Task: Copy the first line of the entries below and every line after it through the line containing "Write the network". Do not include pictures.

[Saved data entries]
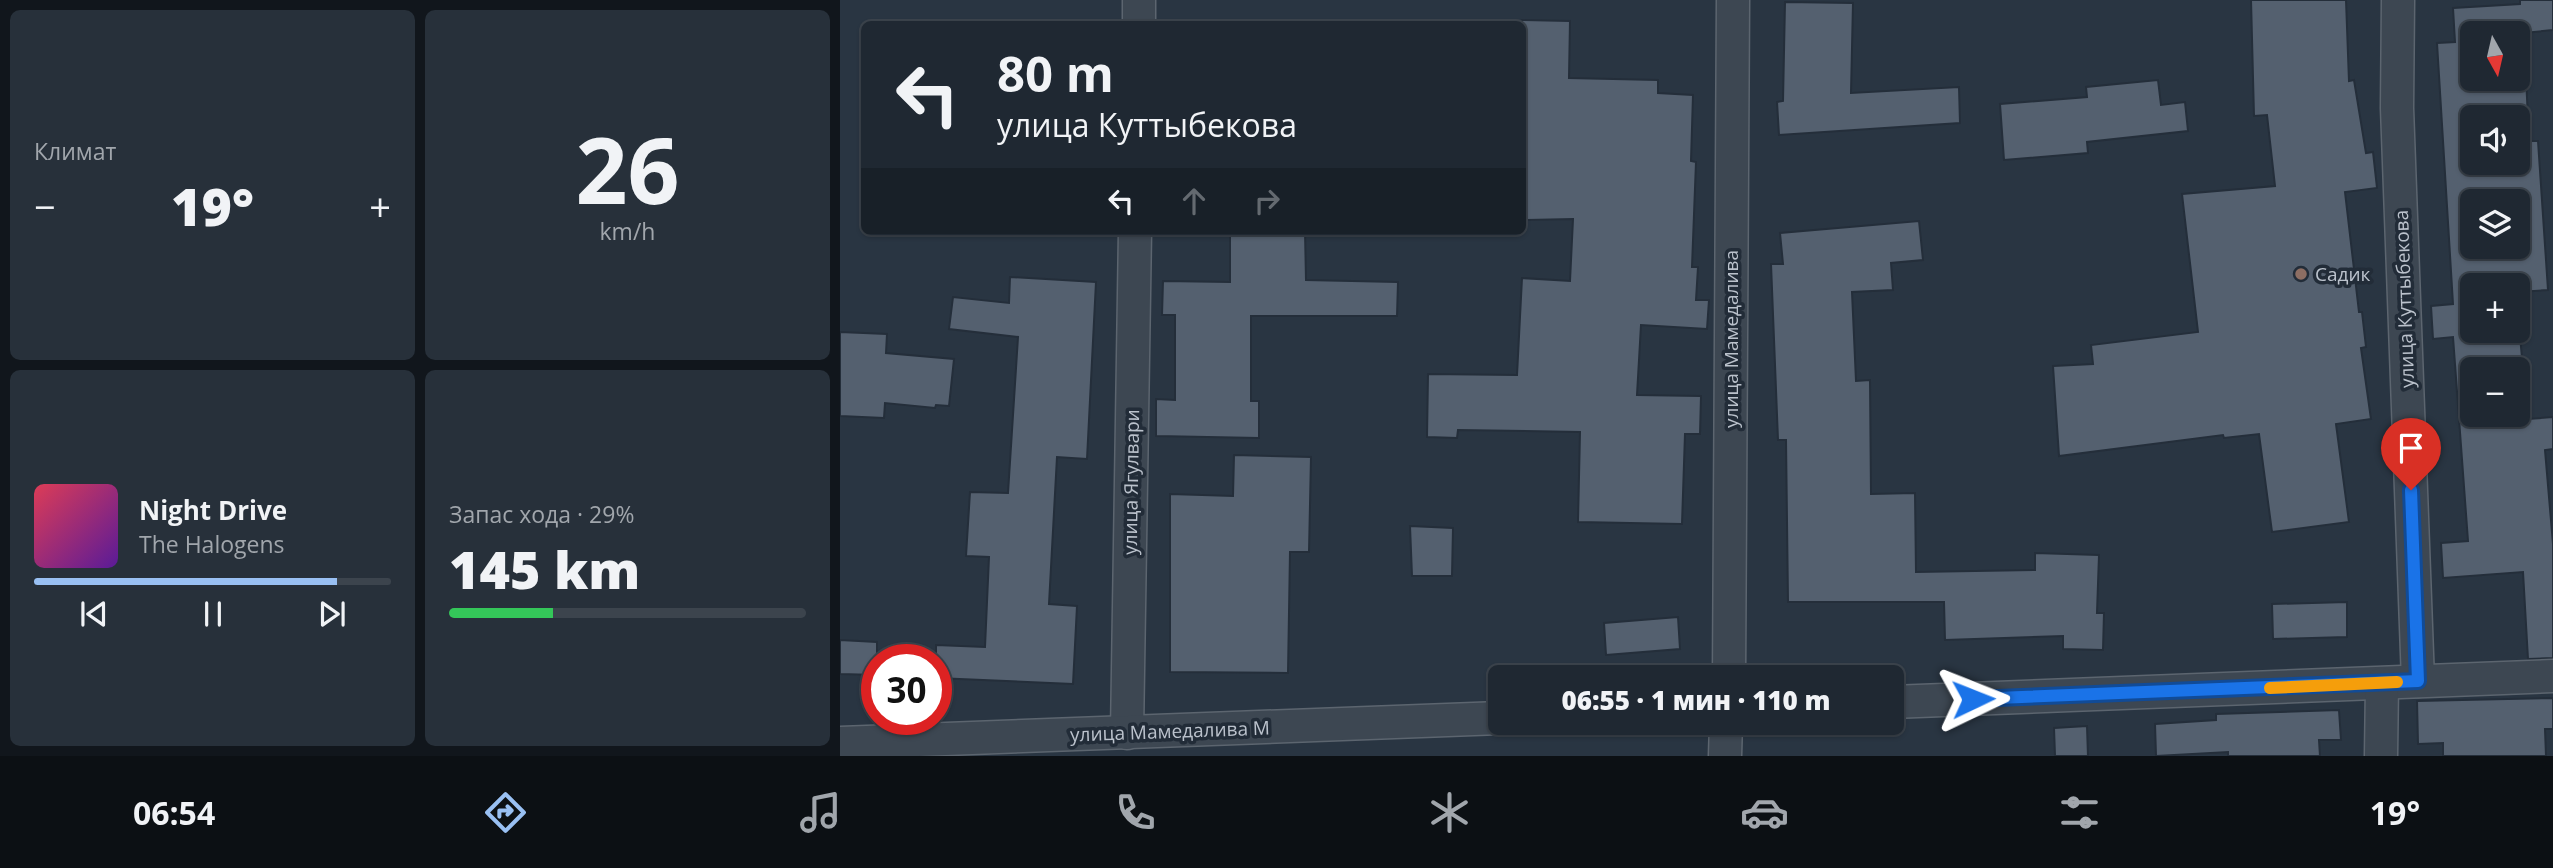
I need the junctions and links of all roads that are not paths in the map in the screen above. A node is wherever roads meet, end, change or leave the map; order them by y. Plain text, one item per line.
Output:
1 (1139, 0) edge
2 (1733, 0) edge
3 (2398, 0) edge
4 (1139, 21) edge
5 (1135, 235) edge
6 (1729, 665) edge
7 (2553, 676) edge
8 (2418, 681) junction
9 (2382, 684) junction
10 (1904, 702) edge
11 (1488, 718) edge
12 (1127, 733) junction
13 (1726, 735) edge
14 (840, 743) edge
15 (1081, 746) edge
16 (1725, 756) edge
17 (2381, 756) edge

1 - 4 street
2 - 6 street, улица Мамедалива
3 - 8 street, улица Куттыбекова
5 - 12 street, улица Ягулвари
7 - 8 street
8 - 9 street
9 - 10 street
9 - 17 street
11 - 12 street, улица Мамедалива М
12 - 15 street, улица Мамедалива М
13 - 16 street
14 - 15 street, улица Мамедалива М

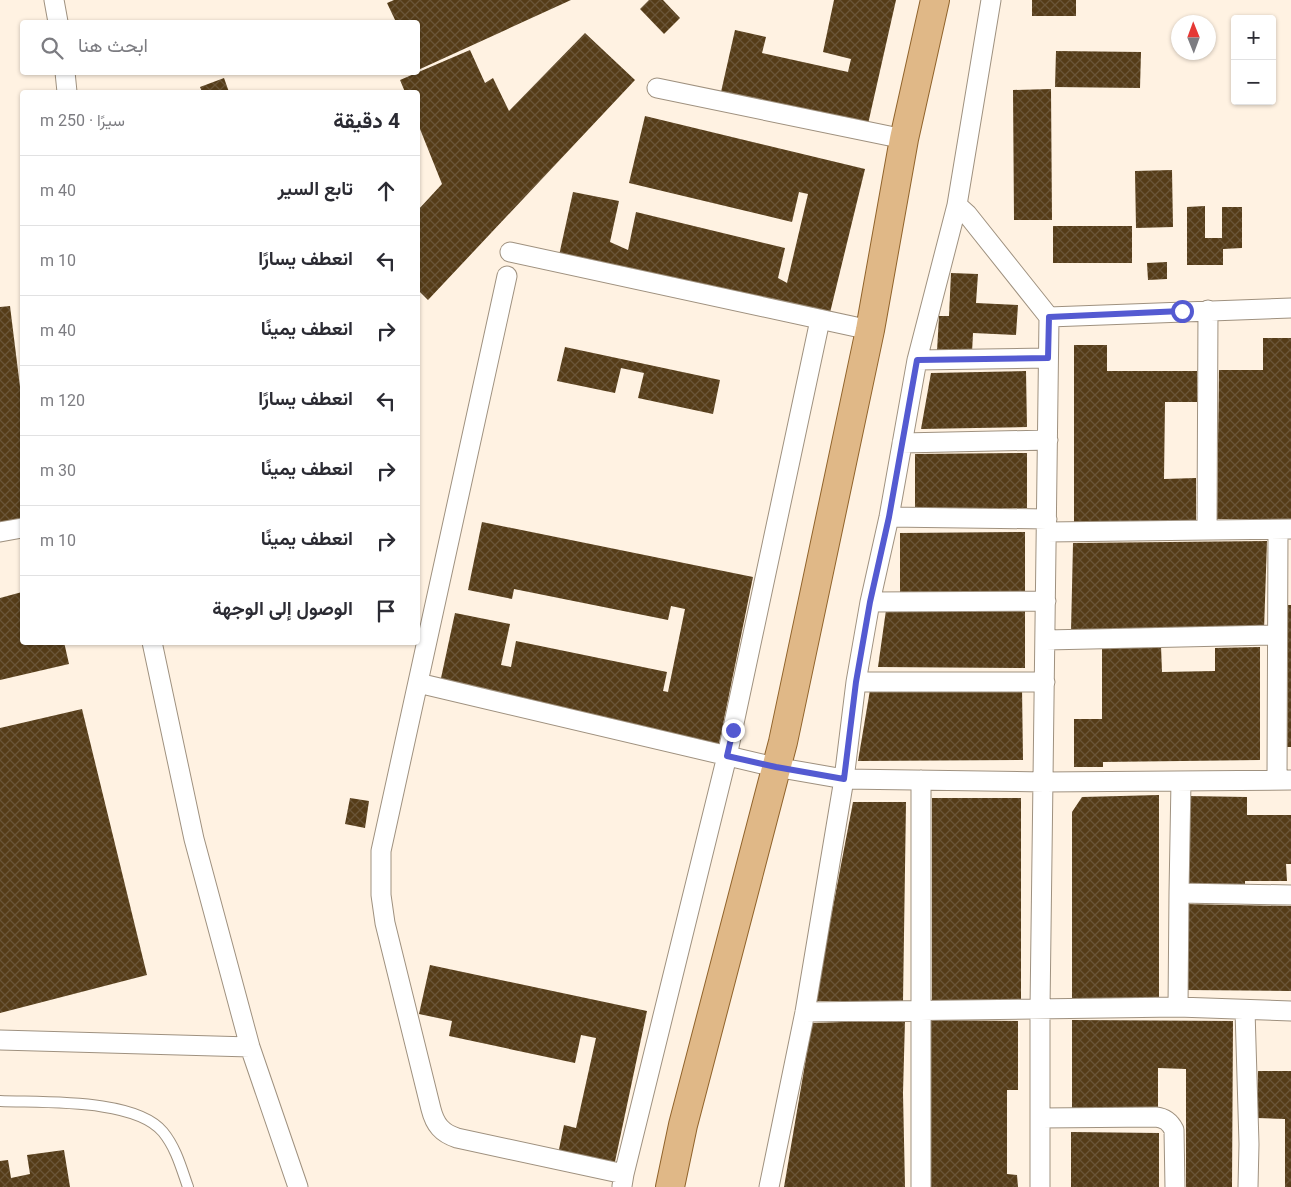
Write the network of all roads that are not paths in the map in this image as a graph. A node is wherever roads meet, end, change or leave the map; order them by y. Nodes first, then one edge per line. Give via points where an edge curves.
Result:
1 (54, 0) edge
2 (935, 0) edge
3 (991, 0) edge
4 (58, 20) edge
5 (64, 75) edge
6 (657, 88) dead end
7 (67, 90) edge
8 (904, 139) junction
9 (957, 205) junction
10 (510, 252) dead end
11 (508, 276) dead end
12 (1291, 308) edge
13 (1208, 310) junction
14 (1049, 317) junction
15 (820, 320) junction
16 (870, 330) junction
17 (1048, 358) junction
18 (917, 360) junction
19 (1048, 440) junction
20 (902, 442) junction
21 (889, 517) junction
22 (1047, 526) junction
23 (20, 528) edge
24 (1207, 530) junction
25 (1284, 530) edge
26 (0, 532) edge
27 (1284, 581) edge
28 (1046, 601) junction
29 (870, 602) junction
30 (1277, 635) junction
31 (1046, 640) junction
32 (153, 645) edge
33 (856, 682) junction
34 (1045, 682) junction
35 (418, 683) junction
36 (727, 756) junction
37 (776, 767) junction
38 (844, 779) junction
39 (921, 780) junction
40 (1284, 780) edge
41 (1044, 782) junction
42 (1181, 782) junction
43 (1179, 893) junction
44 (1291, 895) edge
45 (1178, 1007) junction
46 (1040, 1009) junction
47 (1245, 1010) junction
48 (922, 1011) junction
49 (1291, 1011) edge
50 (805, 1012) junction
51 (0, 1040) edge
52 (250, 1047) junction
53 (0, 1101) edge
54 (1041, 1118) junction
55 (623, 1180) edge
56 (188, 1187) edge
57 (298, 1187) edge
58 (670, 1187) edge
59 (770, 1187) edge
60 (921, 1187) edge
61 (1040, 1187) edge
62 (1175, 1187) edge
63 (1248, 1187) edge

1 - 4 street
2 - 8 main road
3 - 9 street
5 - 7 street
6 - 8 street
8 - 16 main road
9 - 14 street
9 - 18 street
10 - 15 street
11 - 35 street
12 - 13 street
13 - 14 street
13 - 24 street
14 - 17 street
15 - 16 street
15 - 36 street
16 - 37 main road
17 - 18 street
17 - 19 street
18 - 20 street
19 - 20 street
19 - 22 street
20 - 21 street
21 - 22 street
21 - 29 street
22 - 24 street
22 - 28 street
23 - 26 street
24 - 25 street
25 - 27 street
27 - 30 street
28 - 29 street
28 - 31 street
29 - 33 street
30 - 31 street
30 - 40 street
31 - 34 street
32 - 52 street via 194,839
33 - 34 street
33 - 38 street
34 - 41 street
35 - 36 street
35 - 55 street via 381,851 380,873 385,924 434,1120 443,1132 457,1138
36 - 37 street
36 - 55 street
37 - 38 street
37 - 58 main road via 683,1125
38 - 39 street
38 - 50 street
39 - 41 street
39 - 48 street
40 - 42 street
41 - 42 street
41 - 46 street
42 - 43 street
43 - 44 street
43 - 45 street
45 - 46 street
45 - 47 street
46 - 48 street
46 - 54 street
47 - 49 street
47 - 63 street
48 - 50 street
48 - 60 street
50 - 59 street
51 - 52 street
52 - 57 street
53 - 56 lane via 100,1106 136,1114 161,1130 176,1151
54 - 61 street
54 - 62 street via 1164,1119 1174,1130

Task result:
I need the junctions and links of all roads that are not paths in the map in the screen above. A node is wherever roads meet, end, change or leave the map; order them by y. Plain text, one item per line.
Output:
1 (1139, 0) edge
2 (1733, 0) edge
3 (2398, 0) edge
4 (1139, 21) edge
5 (1135, 235) edge
6 (1729, 665) edge
7 (2553, 676) edge
8 (2418, 681) junction
9 (2382, 684) junction
10 (1904, 702) edge
11 (1488, 718) edge
12 (1127, 733) junction
13 (1726, 735) edge
14 (840, 743) edge
15 (1081, 746) edge
16 (1725, 756) edge
17 (2381, 756) edge

1 - 4 street
2 - 6 street, улица Мамедалива
3 - 8 street, улица Куттыбекова
5 - 12 street, улица Ягулвари
7 - 8 street
8 - 9 street
9 - 10 street
9 - 17 street
11 - 12 street, улица Мамедалива М
12 - 15 street, улица Мамедалива М
13 - 16 street
14 - 15 street, улица Мамедалива М

Write the network of all roads that are not paths in the map in this image as a graph. A node is wherever roads meet, end, change or leave the map; order them by y. Nodes first, then one edge per line. Give via points where an edge curves.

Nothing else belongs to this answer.